"Yes, she said we might keep her out until twelve."
"Are the Hancocks and Watkinses coming early to the Club meeting?"
"About half past two. The afternoons are so short now that they thought they'd better come early so it wouldn't be pitch black night when they got home."
"We ought to do some planning for Christmas this afternoon. There's a lot to think about."
"There's one Christmas gift I wish Aunt Marian would give us."
"What's that?" asked Ethel Brown expectantly for she had great faith in the ideas that Ethel Blue brought forth now and then.

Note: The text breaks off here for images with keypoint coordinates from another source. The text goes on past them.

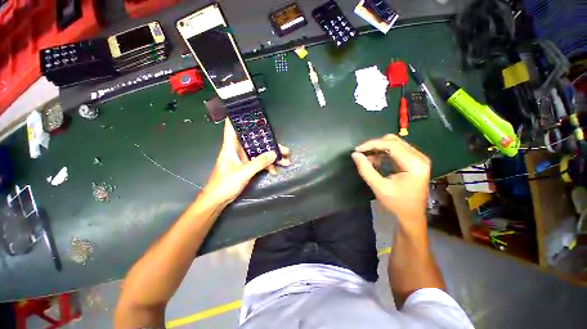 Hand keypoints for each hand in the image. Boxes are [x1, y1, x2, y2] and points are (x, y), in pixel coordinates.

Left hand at [203, 120, 290, 205]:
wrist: (218, 200)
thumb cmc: (225, 184)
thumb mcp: (244, 172)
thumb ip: (259, 162)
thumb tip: (274, 153)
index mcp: (231, 147)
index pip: (232, 127)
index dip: (238, 118)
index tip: (249, 111)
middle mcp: (237, 150)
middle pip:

"Don't you think it would be nice if she would let us have a visit from Katharine Jackson for one of our presents?"
Katharine Jackson was the daughter of an army officer stationed at Fort Edward in Buffalo. Her father and Ethel Blue's father had been in the same class at West Point and her mother had known Ethel Blue's mother who had died when she was a tiny baby. The two Ethels had had a week-end with Katharine the previous summer, going to Buffalo from Chautauqua for the purpose of spending a glorious Saturday at Niagara Falls.
"O-oh!" cried Ethel Brown, "that's one of the finest things you ever thought of! Let's speak to Mother as soon as we go home and write to Mrs. Jackson and Katharine this afternoon if she says 'yes'."
"I'm almost sure she will say 'yes'."